Literatura e lógica possuem algo em comum: ambas certamente nos causam fascínio, mergulham em mistérios e nos põe diante do "mirandum"...
Sabe-se que o autor de "Alice", Charles Lutwidge Dodgson, é, também, autor de um livro em lógica ("Symbolic Logic: Part I, Elementary", publicado em 1896) e possui contribuições altamente originais na disciplina, não somente pela obra mencionada, bem como por alguns trabalhos publicados na conhecida revista "Mind", atestadas por vários especialistas em lógica.
Um dos historiadores de matemática mais conceituados, Eric Temple Bell, chegou mesmo a asseverar que Dodgson estava muito adiante dos seus colegas lógicos britânicos. Aproximadamente uma década após a morte de Dodgson (em janeiro de 1898), talvez seus trabalhos tenham sido, por assim dizer, encobertos pela publicação da monumental obra em lógica, intitulada "Principia Mathematica", realizados por Alfred North Whitehead e Bertrand Russell, época em que se inaugurou efetivamente o progresso revolucionário que a lógica experimentou, estabelecendo o limiar de uma nova era da lógica em nosso tempo.

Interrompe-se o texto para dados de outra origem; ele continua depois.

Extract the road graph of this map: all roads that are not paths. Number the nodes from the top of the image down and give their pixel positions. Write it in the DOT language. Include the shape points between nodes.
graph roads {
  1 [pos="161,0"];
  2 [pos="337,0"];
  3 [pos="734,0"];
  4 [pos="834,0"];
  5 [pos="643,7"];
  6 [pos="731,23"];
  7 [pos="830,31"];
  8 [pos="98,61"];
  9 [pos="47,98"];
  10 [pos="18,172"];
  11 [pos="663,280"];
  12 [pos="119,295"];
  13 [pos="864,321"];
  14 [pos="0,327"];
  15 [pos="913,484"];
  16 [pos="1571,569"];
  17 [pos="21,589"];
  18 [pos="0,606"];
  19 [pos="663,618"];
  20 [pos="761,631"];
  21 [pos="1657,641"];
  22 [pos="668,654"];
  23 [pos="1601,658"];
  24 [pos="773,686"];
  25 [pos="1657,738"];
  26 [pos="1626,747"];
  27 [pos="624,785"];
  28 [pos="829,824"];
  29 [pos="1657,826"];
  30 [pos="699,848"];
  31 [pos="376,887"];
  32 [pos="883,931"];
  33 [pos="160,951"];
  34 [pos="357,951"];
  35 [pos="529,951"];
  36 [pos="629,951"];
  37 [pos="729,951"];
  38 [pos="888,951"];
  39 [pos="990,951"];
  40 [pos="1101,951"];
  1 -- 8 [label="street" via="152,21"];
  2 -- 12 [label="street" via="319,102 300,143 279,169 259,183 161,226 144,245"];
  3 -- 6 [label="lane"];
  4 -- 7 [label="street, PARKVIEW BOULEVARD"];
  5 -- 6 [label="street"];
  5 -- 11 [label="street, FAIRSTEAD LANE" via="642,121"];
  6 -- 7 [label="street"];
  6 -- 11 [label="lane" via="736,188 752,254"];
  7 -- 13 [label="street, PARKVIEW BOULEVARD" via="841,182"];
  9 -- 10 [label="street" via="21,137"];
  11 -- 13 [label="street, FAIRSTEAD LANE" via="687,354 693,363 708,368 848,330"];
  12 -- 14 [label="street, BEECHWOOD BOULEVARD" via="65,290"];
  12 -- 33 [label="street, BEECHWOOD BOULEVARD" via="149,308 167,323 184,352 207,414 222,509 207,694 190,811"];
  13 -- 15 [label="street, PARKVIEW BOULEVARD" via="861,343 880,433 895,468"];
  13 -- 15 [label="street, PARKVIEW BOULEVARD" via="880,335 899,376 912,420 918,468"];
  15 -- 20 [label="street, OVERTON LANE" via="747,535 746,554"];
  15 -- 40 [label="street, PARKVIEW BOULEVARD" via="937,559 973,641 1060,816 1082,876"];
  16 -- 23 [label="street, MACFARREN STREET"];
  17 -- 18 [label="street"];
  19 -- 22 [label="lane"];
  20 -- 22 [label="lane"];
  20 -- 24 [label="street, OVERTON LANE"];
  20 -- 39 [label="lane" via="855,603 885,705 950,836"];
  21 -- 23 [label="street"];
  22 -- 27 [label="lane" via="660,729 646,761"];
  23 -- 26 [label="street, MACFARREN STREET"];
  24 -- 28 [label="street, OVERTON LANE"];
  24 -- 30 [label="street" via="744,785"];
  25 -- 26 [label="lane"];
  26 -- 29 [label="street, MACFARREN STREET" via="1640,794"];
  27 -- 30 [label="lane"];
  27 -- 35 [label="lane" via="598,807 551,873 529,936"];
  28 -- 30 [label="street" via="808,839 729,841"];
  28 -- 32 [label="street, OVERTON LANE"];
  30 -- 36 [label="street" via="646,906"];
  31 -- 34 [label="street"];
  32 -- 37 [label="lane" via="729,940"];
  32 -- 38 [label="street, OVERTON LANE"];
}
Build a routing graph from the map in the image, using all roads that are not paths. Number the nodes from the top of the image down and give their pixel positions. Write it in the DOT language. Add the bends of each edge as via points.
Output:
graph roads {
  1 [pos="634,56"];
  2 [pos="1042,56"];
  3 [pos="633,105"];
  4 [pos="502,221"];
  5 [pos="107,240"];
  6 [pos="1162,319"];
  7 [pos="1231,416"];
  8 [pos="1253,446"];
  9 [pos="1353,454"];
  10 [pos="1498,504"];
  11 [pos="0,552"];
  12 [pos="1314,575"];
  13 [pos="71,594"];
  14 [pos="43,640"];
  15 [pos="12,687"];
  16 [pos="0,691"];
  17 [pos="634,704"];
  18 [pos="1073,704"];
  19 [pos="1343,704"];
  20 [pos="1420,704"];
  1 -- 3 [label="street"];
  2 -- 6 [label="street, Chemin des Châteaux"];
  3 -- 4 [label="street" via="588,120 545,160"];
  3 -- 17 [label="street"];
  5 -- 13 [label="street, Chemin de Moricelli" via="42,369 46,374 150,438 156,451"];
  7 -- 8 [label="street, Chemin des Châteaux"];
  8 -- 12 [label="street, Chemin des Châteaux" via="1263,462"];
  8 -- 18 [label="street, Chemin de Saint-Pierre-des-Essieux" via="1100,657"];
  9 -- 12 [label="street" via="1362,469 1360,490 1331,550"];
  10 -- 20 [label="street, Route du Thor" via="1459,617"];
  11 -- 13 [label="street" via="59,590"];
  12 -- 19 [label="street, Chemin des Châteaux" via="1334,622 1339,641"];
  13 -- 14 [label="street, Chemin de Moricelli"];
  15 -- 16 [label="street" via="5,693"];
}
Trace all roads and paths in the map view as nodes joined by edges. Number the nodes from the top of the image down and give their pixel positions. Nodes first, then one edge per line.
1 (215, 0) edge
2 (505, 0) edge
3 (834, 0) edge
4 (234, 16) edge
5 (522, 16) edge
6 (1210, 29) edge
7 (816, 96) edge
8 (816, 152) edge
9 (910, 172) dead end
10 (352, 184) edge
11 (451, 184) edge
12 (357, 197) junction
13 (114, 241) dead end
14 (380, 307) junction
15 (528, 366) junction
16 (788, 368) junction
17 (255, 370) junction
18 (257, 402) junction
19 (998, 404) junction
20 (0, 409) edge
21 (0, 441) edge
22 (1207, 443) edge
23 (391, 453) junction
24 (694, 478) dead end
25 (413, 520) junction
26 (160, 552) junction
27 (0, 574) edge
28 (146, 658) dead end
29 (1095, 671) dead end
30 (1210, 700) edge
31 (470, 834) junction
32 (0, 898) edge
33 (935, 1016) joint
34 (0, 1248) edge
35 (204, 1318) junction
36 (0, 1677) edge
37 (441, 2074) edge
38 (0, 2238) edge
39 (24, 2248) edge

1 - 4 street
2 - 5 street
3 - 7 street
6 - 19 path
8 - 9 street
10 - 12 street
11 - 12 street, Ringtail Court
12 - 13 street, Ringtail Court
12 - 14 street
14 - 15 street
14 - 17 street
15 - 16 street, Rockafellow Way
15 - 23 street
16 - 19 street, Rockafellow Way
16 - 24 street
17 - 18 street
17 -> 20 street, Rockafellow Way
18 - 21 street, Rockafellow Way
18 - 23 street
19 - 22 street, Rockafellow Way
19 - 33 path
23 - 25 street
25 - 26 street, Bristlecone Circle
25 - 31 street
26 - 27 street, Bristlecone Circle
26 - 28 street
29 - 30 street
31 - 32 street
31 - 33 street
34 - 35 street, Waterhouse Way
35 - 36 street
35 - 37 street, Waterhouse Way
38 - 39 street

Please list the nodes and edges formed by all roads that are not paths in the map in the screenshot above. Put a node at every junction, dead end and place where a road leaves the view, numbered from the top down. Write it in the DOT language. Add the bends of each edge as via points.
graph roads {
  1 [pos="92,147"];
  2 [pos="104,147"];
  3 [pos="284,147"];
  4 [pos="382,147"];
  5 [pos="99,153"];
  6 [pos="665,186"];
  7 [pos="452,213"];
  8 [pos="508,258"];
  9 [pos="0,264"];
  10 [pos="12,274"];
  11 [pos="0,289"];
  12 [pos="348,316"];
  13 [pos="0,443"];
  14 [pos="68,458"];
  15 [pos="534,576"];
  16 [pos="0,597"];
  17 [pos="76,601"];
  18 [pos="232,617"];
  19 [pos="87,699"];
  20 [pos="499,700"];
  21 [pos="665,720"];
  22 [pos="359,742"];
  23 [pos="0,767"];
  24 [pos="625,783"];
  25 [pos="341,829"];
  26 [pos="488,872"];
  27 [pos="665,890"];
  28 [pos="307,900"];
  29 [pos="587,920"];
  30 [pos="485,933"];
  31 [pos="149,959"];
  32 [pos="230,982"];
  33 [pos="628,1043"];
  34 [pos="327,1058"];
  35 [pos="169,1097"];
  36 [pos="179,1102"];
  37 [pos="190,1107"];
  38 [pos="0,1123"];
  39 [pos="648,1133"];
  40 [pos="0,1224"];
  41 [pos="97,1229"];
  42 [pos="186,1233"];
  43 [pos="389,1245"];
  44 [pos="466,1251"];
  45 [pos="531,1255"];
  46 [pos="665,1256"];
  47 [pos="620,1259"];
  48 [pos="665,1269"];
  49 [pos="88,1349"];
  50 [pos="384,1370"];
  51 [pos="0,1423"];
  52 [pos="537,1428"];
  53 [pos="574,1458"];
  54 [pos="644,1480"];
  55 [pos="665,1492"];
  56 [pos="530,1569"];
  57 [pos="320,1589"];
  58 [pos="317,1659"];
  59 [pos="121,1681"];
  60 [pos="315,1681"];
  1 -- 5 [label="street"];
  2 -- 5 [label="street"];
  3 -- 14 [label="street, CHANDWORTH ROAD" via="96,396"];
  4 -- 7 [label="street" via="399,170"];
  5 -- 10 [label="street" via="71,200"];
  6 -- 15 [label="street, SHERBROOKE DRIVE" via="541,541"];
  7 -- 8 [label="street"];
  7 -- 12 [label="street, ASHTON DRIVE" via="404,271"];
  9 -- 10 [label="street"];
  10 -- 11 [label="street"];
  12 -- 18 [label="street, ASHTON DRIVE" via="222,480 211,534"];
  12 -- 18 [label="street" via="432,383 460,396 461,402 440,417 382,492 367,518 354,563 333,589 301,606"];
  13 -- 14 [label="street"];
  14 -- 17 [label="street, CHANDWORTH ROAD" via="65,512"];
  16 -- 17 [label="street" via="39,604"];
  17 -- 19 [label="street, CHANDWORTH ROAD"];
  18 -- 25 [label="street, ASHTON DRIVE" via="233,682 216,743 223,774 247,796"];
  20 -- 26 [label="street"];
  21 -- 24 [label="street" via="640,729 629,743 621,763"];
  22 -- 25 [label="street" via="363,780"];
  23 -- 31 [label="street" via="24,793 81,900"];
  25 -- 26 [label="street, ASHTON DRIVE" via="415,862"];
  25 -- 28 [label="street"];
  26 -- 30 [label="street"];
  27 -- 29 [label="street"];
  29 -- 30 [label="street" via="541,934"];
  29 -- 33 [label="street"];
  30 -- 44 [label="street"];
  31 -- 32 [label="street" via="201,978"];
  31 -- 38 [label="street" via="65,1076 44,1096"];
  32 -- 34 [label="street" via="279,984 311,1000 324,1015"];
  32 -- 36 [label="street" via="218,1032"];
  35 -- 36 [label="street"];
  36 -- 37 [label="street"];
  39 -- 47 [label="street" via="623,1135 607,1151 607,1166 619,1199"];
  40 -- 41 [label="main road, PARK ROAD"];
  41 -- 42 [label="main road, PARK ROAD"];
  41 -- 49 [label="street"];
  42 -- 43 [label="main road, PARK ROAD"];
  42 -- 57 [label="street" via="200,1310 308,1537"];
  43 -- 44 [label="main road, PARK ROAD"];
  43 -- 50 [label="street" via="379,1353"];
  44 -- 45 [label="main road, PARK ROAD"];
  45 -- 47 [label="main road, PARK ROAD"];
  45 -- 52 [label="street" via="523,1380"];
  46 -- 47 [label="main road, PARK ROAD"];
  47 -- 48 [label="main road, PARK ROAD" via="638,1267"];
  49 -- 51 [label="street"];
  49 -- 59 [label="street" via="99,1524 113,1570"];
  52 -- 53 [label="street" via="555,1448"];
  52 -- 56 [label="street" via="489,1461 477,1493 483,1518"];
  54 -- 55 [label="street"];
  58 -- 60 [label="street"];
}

É oportuno, neste ponto, deixar claro ao leitor que hodiernamente a lógica não é mais concebida como o estudo das inferências ou raciocínios válidos, como muitos tratadistas ainda insistem em expor a lógica aristotélica como se constituindo em toda a lógica. Na realidade, a lógica atualmente se converteu em uma disciplina matemática com características próprias, de grande vitalidade e importância. Naturalmente, não podemos dar uma definição rigorosa de lógica, porém, em uma primeira aproximação, podemos dizer que , "lógica é o que os lógicos cultivam ou o que está nos tratados de lógica...".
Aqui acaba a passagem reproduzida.